I have set up Pi-hole and Unbound on the latest raspios_full_arm64-2023-02-22 for a friend. Following the Unbound guide I enabled a dedicated log file. There is a note which states:
On modern Debian/Ubuntu-based Linux systems, you'll also have to add an AppArmor exception for this new file so unbound can write into it.
I ran the command listed and received an error.
pi@pihole:/etc/apparmor.d/local $ sudo apparmor_parser -r /etc/apparmor.d/usr.sbin.unbound
Cache read/write disabled: interface file missing. (Kernel needs AppArmor 2.4 compatibility patch.)
Warning: unable to find a suitable fs in /proc/mounts, is it mounted?
Use --subdomainfs to override.
It's not clear from the guide what is covered by a "modern Debian/Ubuntu-based Linux system". I would expect Pi OS to be one such example.
I think the error is telling me that AppArmor isn't a concern on this OS, and Unbound appears to be working and logging fine in any case.
I welcome any clarification or extra steps needed to determine if this command applies to an Unbound Pi OS install. Happy to open a Github issue or make a PR with updated wording if it helps.

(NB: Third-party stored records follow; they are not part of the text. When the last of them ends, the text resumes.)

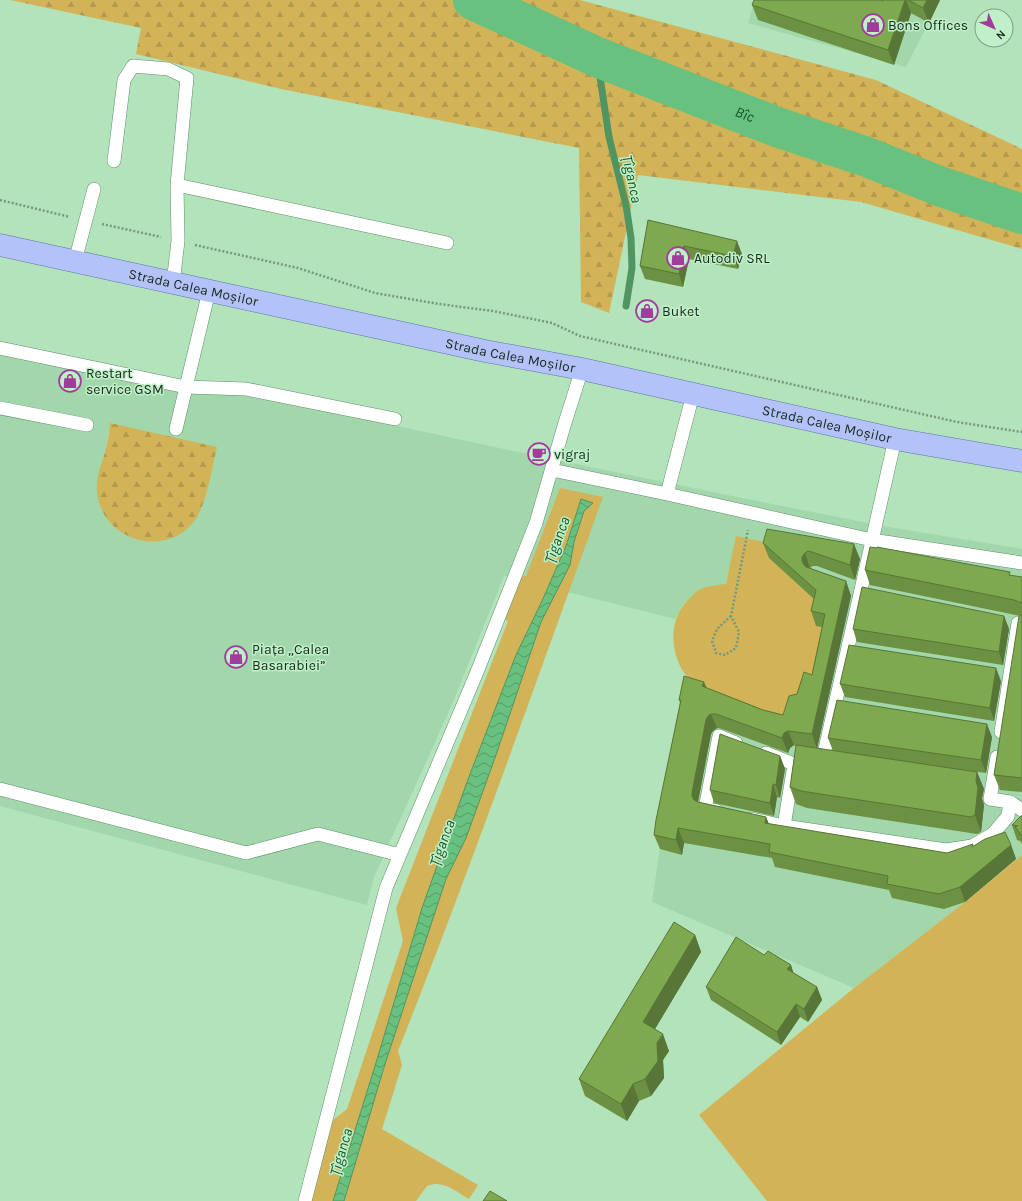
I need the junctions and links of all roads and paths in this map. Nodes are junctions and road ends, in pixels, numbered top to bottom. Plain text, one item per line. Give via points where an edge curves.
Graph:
1 (114, 161) dead end
2 (177, 185) junction
3 (94, 190) dead end
4 (0, 200) edge
5 (86, 220) junction
6 (178, 241) junction
7 (447, 243) dead end
8 (0, 245) edge
9 (76, 262) junction
10 (174, 283) junction
11 (209, 291) junction
12 (0, 348) edge
13 (582, 369) junction
14 (186, 387) junction
15 (693, 394) junction
16 (0, 408) edge
17 (395, 419) dead end
18 (87, 425) dead end
19 (176, 429) dead end
20 (1022, 432) edge
21 (895, 439) junction
22 (1022, 461) edge
23 (552, 470) junction
24 (667, 494) junction
25 (752, 514) junction
26 (872, 540) junction
27 (1022, 564) edge
28 (848, 586) dead end
29 (861, 591) junction
30 (876, 594) edge
31 (731, 616) junction
32 (1003, 620) edge
33 (1020, 624) edge
34 (848, 649) junction
35 (863, 651) edge
36 (995, 672) edge
37 (1010, 674) junction
38 (836, 704) junction
39 (851, 706) edge
40 (985, 728) edge
41 (1001, 730) junction
42 (823, 758) junction
43 (839, 760) edge
44 (794, 764) junction
45 (978, 780) edge
46 (993, 782) junction
47 (0, 789) edge
48 (1010, 802) junction
49 (1022, 810) edge
50 (727, 814) edge
51 (741, 816) edge
52 (784, 826) junction
53 (400, 855) junction
54 (305, 1201) edge

1 - 2 lane via 124,80 133,66 168,69 188,78
2 - 6 lane
2 - 7 lane
3 - 5 lane
4 - 5 path
5 - 6 path
5 - 9 lane
6 - 10 lane
6 - 20 path via 298,268 375,293 494,311 552,323 580,336 957,422
8 - 9 main road, Strada Calea Moșilor
9 - 10 main road, Strada Calea Moșilor
10 - 11 main road, Strada Calea Moșilor
11 - 13 main road, Strada Calea Moșilor via 485,351
11 - 14 lane
12 - 14 lane
13 - 15 main road, Strada Calea Moșilor
13 - 23 lane
14 - 17 lane via 246,389
14 - 19 lane
15 - 21 main road, Strada Calea Moșilor
15 - 24 lane
16 - 18 lane
21 - 22 main road, Strada Calea Moșilor
21 - 26 lane
23 - 24 lane
23 - 53 lane via 536,523
24 - 25 lane
25 - 26 lane
25 - 31 path
26 - 27 lane
26 - 29 lane
28 - 29 lane
29 - 30 lane
29 - 34 lane
31 - 31 path via 739,632 736,648 725,655 716,653 712,641 716,629
32 - 33 lane
33 - 37 lane
34 - 35 lane
34 - 38 lane
36 - 37 lane
37 - 41 lane
38 - 39 lane
38 - 42 lane
40 - 41 lane
41 - 46 lane
42 - 43 lane
42 - 44 lane via 796,753
44 - 50 lane via 719,736 705,809
44 - 52 lane
45 - 46 lane
46 - 48 lane via 990,799
47 - 53 lane via 246,853 318,834
48 - 49 lane
48 - 52 lane via 1008,816 993,834 972,846 946,850
51 - 52 lane
53 - 54 lane via 386,888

Debian 10/Buster or higher would enable AppArmor by default.
However, any Debian based distro may decide to ship with AppArmor disabled instead.
A while back, Raspberry Pi OS's Linux kernel did not even have support for AppArmor and had to be recompiled by yourself if you wanted AppArmor support.
I think that has changed at some time with RPi OS's Buster release, but even with kernel support available, I'm unaware whether RPi OS comes with AppArmor installed and enabled by default.
And I fail to find any official statement from the RPi Foundation regarding AppArmor.
It should be easy enough to check on a given system, though:
Apologies for the delayed reply. Thanks for the info.
$ cat /etc/rpi-issue
Raspberry Pi reference 2022-09-06
[...]
$ hostnamectl
[...]
Operating System: Debian GNU/Linux 11 (bullseye)
Kernel: Linux 6.1.19-v8+
Architecture: arm64
$ sudo aa-enabled
No - disabled at boot.
$ sudo aa-status
apparmor module is loaded.
apparmor filesystem is not mounted.
Am I correct to say that if I run the apparmor_parser command mentioned on the Unbound guide and get this error (because it is disabled as here), I can simply ignore that step and move on? Or is some alternative command needed (this all relates to the logging info at the end of the guide).
Mine appears to be working without having created an AppArmor exception, presumably because it's not controlling anything as it's not enabled.